(PROVIDED INFORMATION)
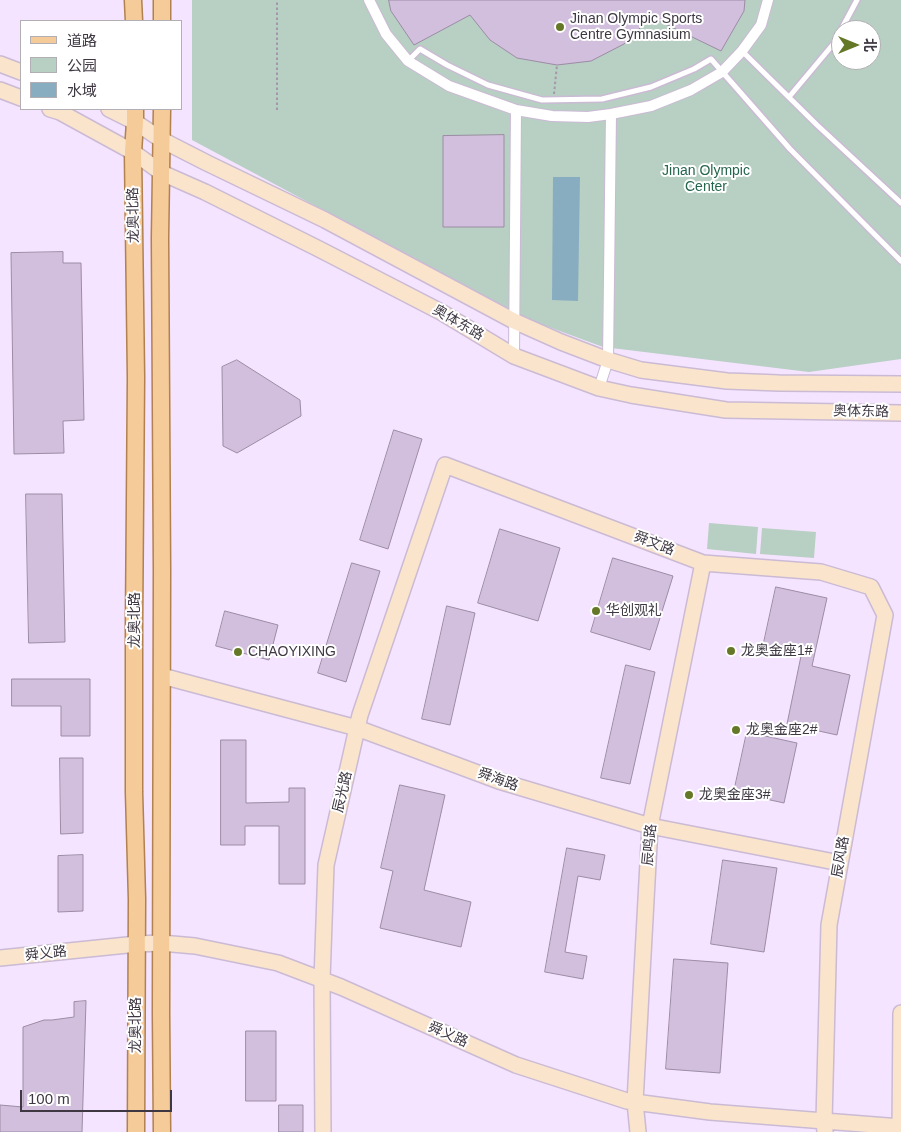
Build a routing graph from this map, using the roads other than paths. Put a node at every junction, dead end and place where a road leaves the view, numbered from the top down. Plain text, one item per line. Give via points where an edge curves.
1 (133, 0) edge
2 (162, 0) edge
3 (369, 0) edge
4 (768, 0) edge
5 (857, 0) edge
6 (134, 20) edge
7 (162, 20) edge
8 (846, 20) edge
9 (831, 47) edge
10 (742, 51) junction
11 (408, 61) junction
12 (0, 64) edge
13 (20, 72) edge
14 (722, 72) junction
15 (0, 90) edge
16 (789, 97) junction
17 (20, 98) edge
18 (53, 110) edge
19 (113, 110) edge
20 (162, 110) edge
21 (516, 110) junction
22 (611, 114) junction
23 (135, 115) edge
24 (162, 140) junction
25 (133, 152) junction
26 (162, 173) junction
27 (901, 203) edge
28 (901, 261) edge
29 (514, 321) junction
30 (514, 356) junction
31 (608, 360) junction
32 (901, 384) edge
33 (599, 388) junction
34 (901, 413) edge
35 (445, 465) joint
36 (703, 563) junction
37 (871, 587) joint
38 (162, 676) junction
39 (357, 728) junction
40 (650, 826) junction
41 (840, 863) junction
42 (161, 943) junction
43 (137, 944) junction
44 (0, 958) edge
45 (322, 980) junction
46 (901, 1013) edge
47 (635, 1102) junction
48 (825, 1126) edge
49 (900, 1129) edge
50 (136, 1132) edge
51 (162, 1132) edge
52 (323, 1132) edge
53 (638, 1132) edge

1 - 6 main road
2 - 7 main road
3 - 11 street via 386,34
4 - 10 street via 761,25
5 - 8 lane
9 - 16 lane
10 - 14 street
10 - 16 lane
11 - 14 lane via 420,49 488,85 542,100 602,99 651,87 711,59
11 - 21 street via 449,86
12 - 13 street
14 - 22 street via 691,90 651,106
14 - 28 lane via 790,149
15 - 17 street
16 - 27 lane
18 - 25 street, 奥体东路
19 - 23 street
20 - 24 main road, 龙奥北路
21 - 22 street via 552,116
21 - 29 street
22 - 31 street
23 - 24 street
23 - 25 main road, 龙奥北路
24 - 26 main road, 龙奥北路
24 - 29 street via 325,220
25 - 26 street, 奥体东路
25 - 43 main road, 龙奥北路
26 - 30 street, 奥体东路 via 214,196 424,303
26 - 38 main road, 龙奥北路
29 - 30 street
29 - 31 street
30 - 33 street, 奥体东路
31 - 32 street via 641,370 727,382
31 - 33 street
33 - 34 street, 奥体东路 via 726,410
35 - 36 street, 舜文路
35 - 39 street, 辰光路
36 - 37 street, 舜文路 via 821,572
36 - 40 street, 辰鸣路
37 - 41 street, 辰风路 via 884,615
38 - 39 street, 舜海路
38 - 42 main road, 龙奥北路
39 - 40 street, 舜海路 via 499,782
39 - 45 street, 辰光路 via 326,865
40 - 41 street, 舜海路
40 - 47 street, 辰鸣路
41 - 48 street, 辰风路 via 829,925
42 - 43 street, 舜义路
42 - 45 street, 舜义路 via 195,946 278,963
42 - 51 main road, 龙奥北路
43 - 44 street, 舜义路
43 - 50 main road, 龙奥北路
45 - 47 street, 舜义路 via 516,1065
45 - 52 street, 辰光路
46 - 49 street
47 - 48 street, 舜义路
47 - 53 street, 辰鸣路
48 - 49 street, 舜义路

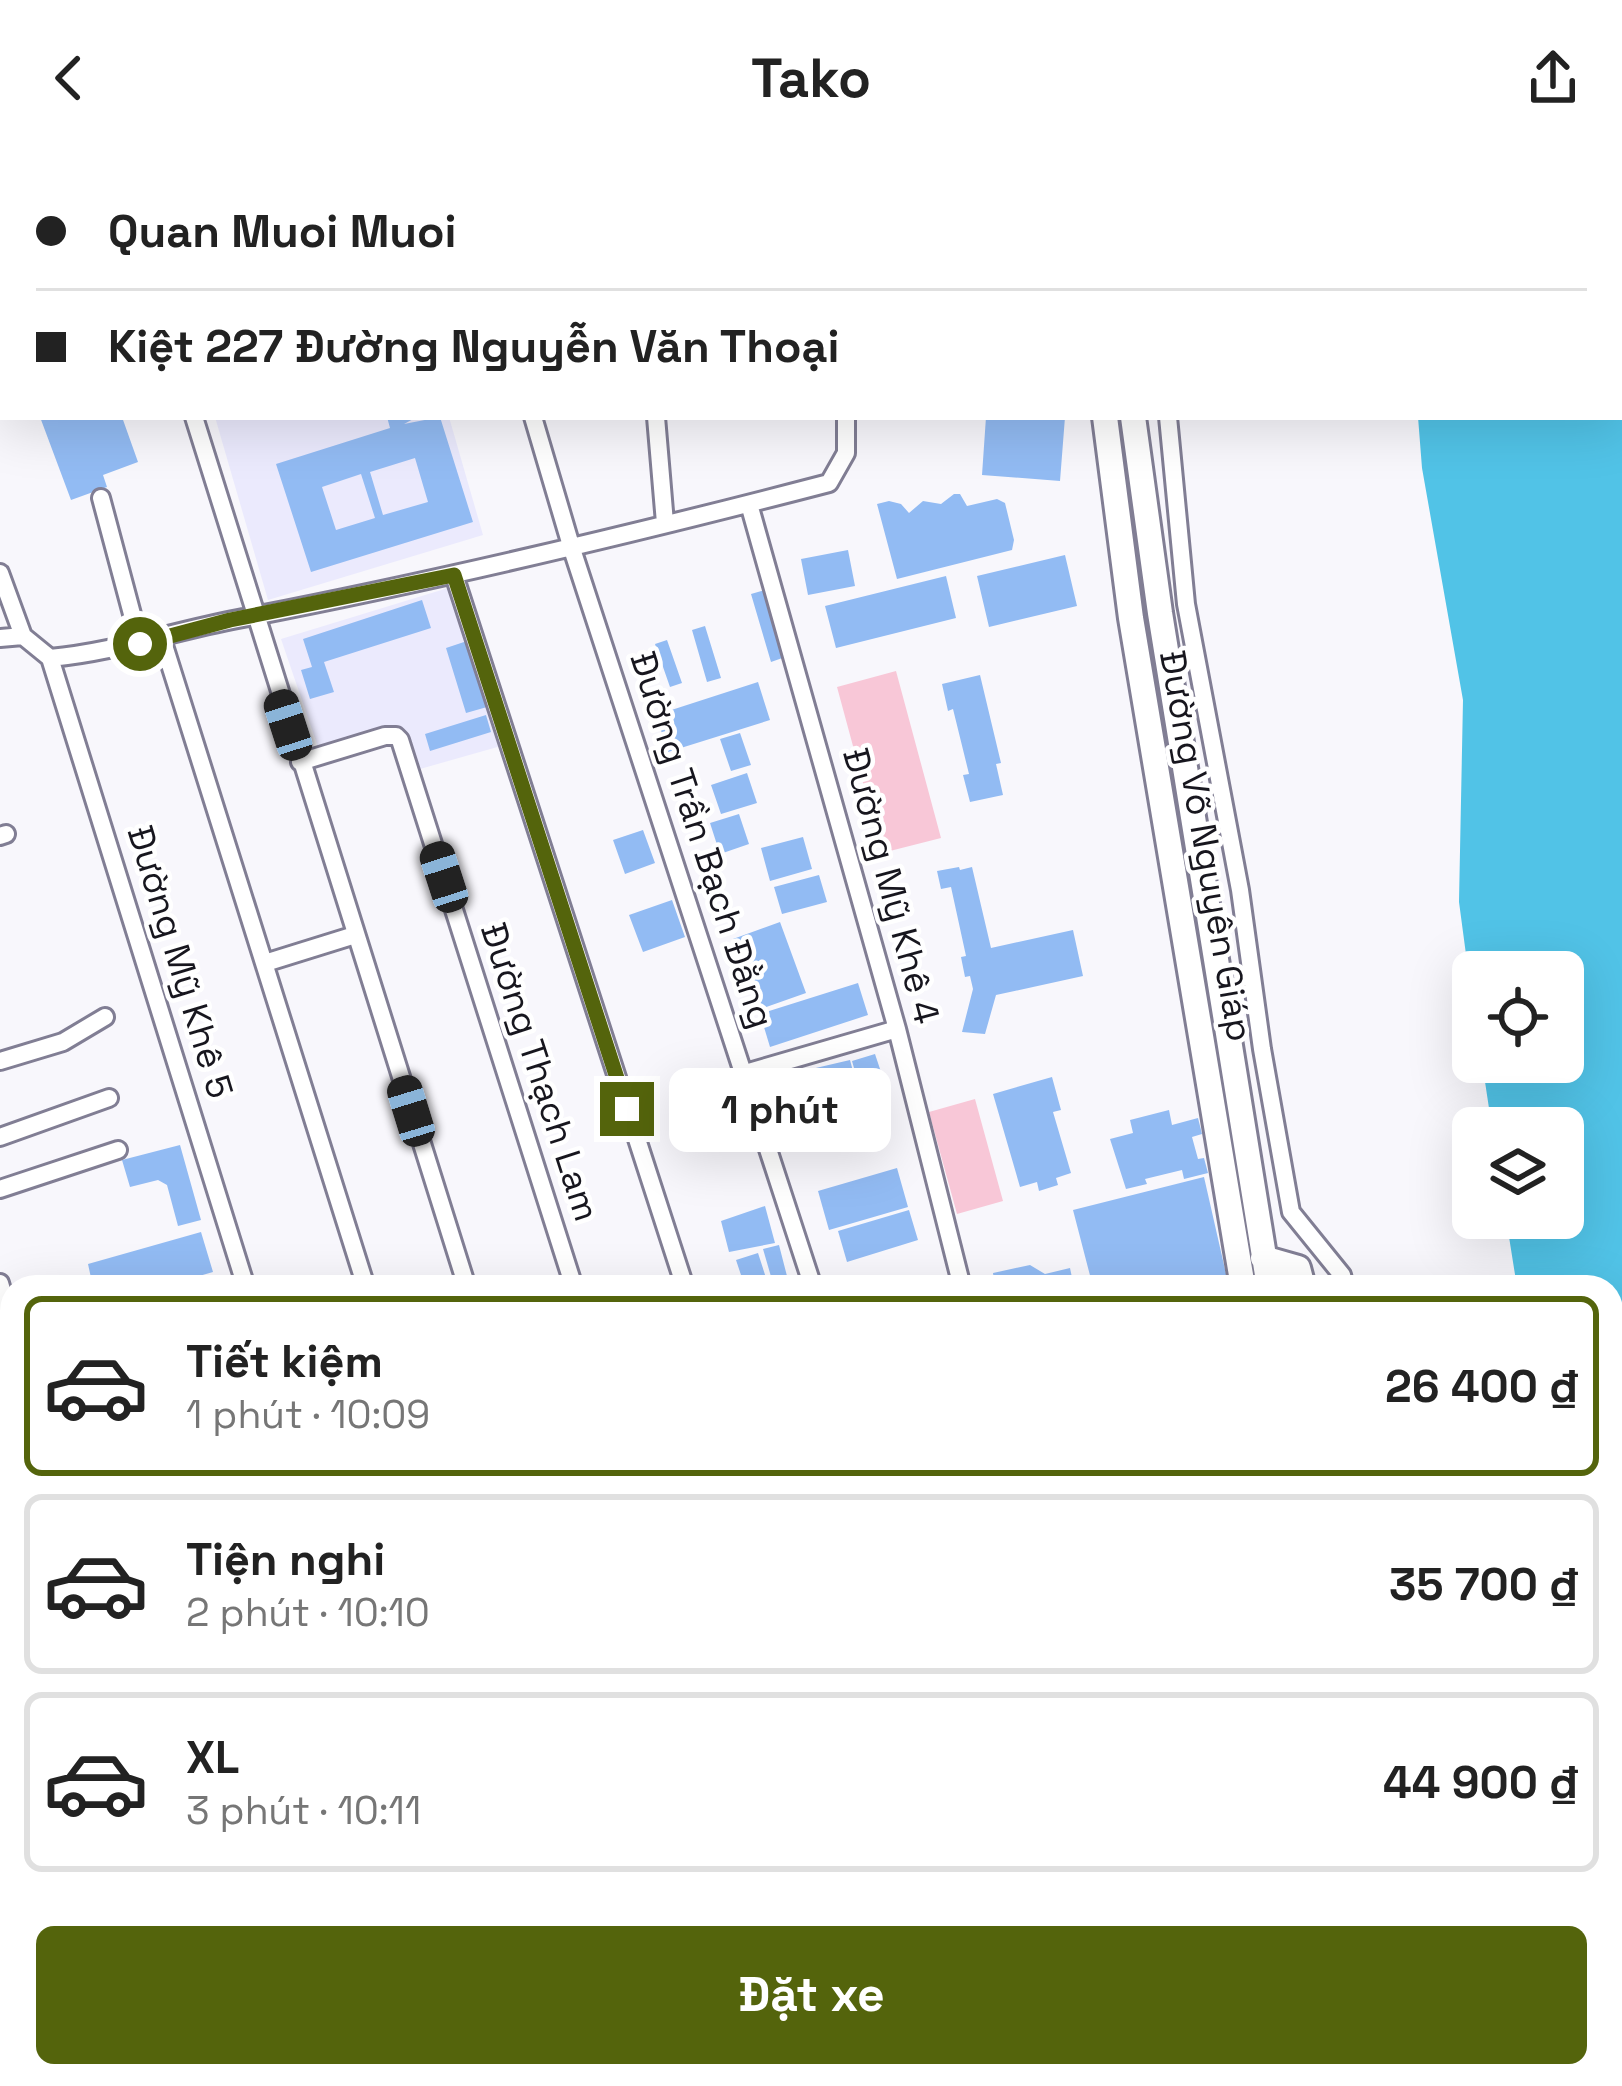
(End PROVIDED INFORMATION)
▸ TASK REQUIREMENTS
Wherever the string "road" appears in the entries above, list that line.

▸ EXERCISE RESPONSE
Build a routing graph from this map, using the roads other than paths. Put a node at every junction, dead end and place where a road leaves the view, numbered from the top down. Plain text, one item per line. Give via points where an edge curves.
1 - 6 main road
2 - 7 main road
20 - 24 main road, 龙奥北路
23 - 25 main road, 龙奥北路
24 - 26 main road, 龙奥北路
25 - 43 main road, 龙奥北路
26 - 38 main road, 龙奥北路
38 - 42 main road, 龙奥北路
42 - 51 main road, 龙奥北路
43 - 50 main road, 龙奥北路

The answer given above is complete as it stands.